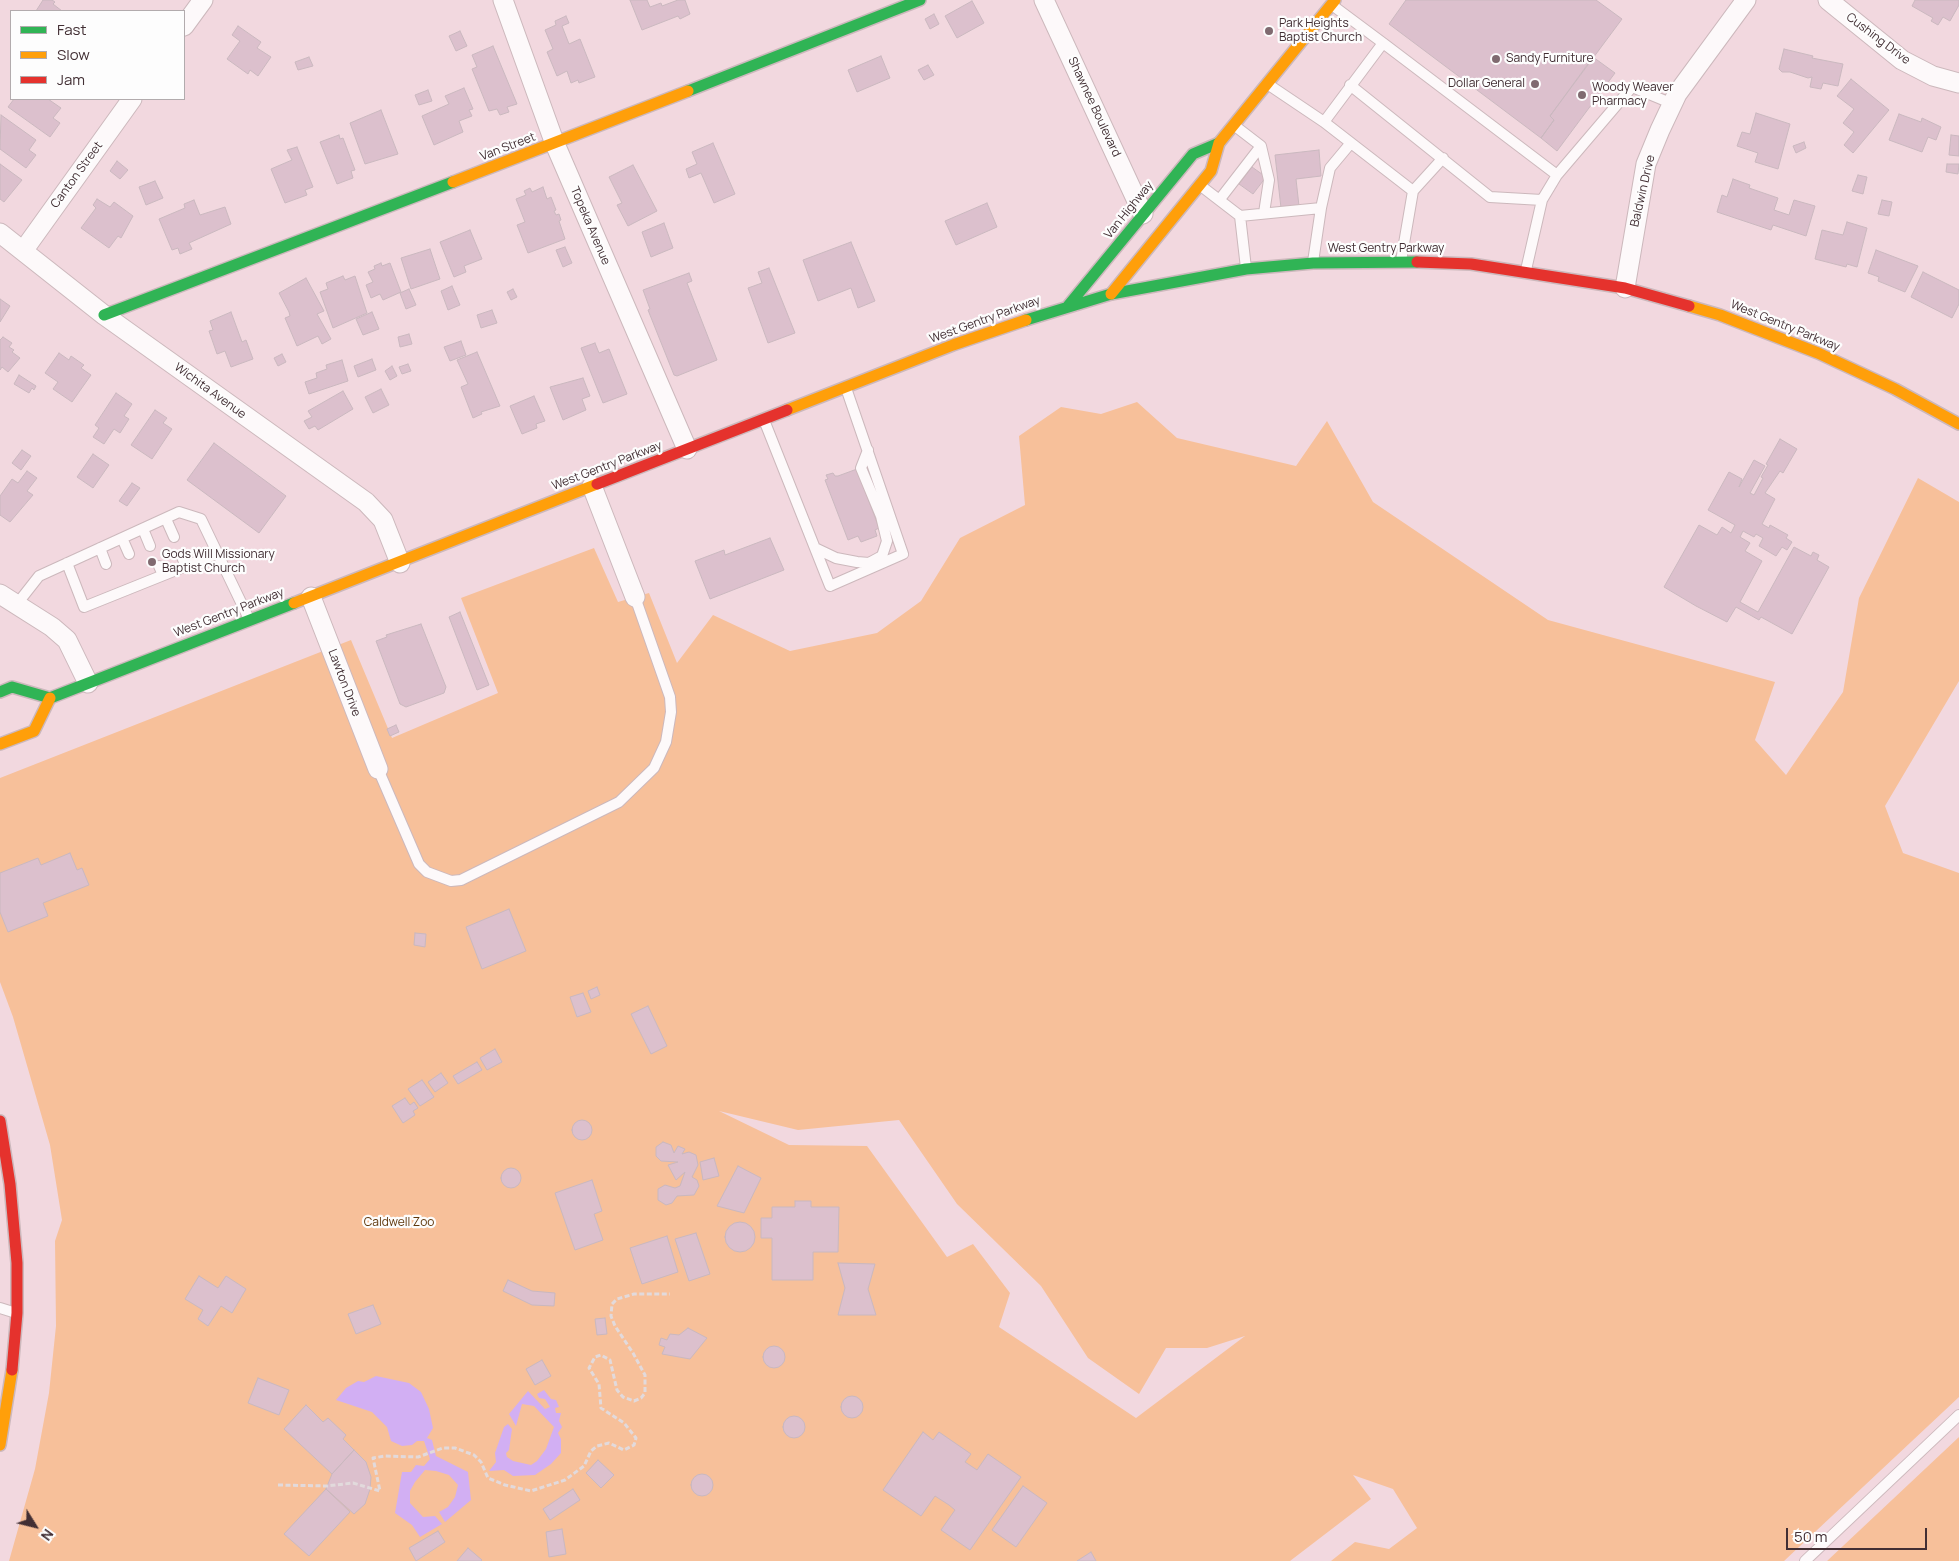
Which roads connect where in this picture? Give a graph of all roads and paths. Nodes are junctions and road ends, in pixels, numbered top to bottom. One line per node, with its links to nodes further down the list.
1 (203, 0): 8 (street)
2 (503, 0): 18 (street, Topeka Avenue)
3 (920, 0): 18 (main road, Van Street)
4 (1044, 0): 29 (street, Shawnee Boulevard)
5 (1746, 0): 14 (street, Baldwin Drive)
6 (1828, 0): 10 (street, Cushing Drive)
7 (1333, 2): 9 (lane); 11 (main road)
8 (185, 25)
9 (1383, 43): 12 (lane); 22 (lane)
10 (1959, 83)
11 (1267, 84): 15 (lane); 16 (main road)
12 (1350, 85): 15 (lane); 21 (lane)
13 (131, 100): 32 (street, Canton Street)
14 (1673, 104): 22 (lane); 37 (street, Baldwin Drive)
15 (1324, 122): 19 (lane)
16 (1233, 124): 17 (main road); 20 (lane)
17 (1219, 143): 23 (main road); 29 (main road, Van Highway)
18 (554, 144): 40 (main road, Van Street); 44 (street, Topeka Avenue)
19 (1350, 144): 24 (lane); 27 (lane)
20 (1261, 146): 25 (lane); 28 (lane)
21 (1443, 158): 24 (lane); 26 (lane)
22 (1557, 175): 26 (lane)
23 (1199, 185): 25 (lane); 38 (main road)
24 (1413, 191): 33 (lane)
25 (1220, 199): 30 (lane)
26 (1542, 200): 36 (lane)
27 (1321, 208): 28 (lane); 34 (lane)
28 (1264, 213): 30 (lane)
29 (1143, 214): 39 (main road, Van Highway)
30 (1240, 216): 35 (lane)
31 (0, 233): 32 (street, Wichita Avenue)
32 (23, 251): 40 (street, Wichita Avenue)
33 (1401, 261): 34 (main road, West Gentry Parkway); 36 (main road, West Gentry Parkway)
34 (1313, 263): 35 (main road, West Gentry Parkway)
35 (1246, 268): 38 (main road, West Gentry Parkway)
36 (1525, 272): 37 (main road, West Gentry Parkway)
37 (1625, 288): 43 (main road, West Gentry Parkway)
38 (1111, 294): 39 (main road, West Gentry Parkway)
39 (1068, 306): 41 (main road, West Gentry Parkway)
40 (104, 315): 57 (street, Wichita Avenue)
41 (846, 387): 42 (main road, West Gentry Parkway); 45 (lane)
42 (764, 419): 44 (main road, West Gentry Parkway); 53 (lane)
43 (1959, 424)
44 (687, 449): 46 (main road, West Gentry Parkway)
45 (868, 450): 53 (lane); 53 (lane)
46 (592, 486): 57 (main road, West Gentry Parkway); 61 (street)
47 (166, 518): 48 (lane); 49 (lane); 55 (lane)
48 (143, 529): 50 (lane); 51 (lane)
49 (174, 537)
50 (122, 538): 52 (lane); 54 (lane)
51 (150, 546)
52 (100, 548): 56 (lane); 58 (lane)
53 (815, 548)
54 (129, 554)
55 (216, 554): 56 (lane); 63 (lane)
56 (67, 562): 62 (lane)
57 (400, 563): 60 (main road, West Gentry Parkway)
58 (106, 564)
59 (0, 594): 62 (street)
60 (311, 596): 63 (main road, West Gentry Parkway); 68 (street, Lawton Drive)
61 (635, 597): 68 (lane)
62 (16, 604): 64 (street)
63 (250, 620): 64 (main road, West Gentry Parkway)
64 (88, 683): 66 (main road, West Gentry Parkway)
65 (0, 692): 66 (main road)
66 (50, 698): 67 (main road)
67 (0, 744)
68 (378, 769)
69 (0, 1121): 72 (main road)
70 (670, 1294): 75 (path)
71 (0, 1308): 72 (lane)
72 (17, 1313): 74 (main road)
73 (1959, 1415): 76 (lane)
74 (0, 1445)
75 (278, 1485)
76 (1805, 1561)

» Work item
Each line of the listing that includes the word "Highway" should be copied out.

» Written solution
17 (1219, 143): 23 (main road); 29 (main road, Van Highway)
29 (1143, 214): 39 (main road, Van Highway)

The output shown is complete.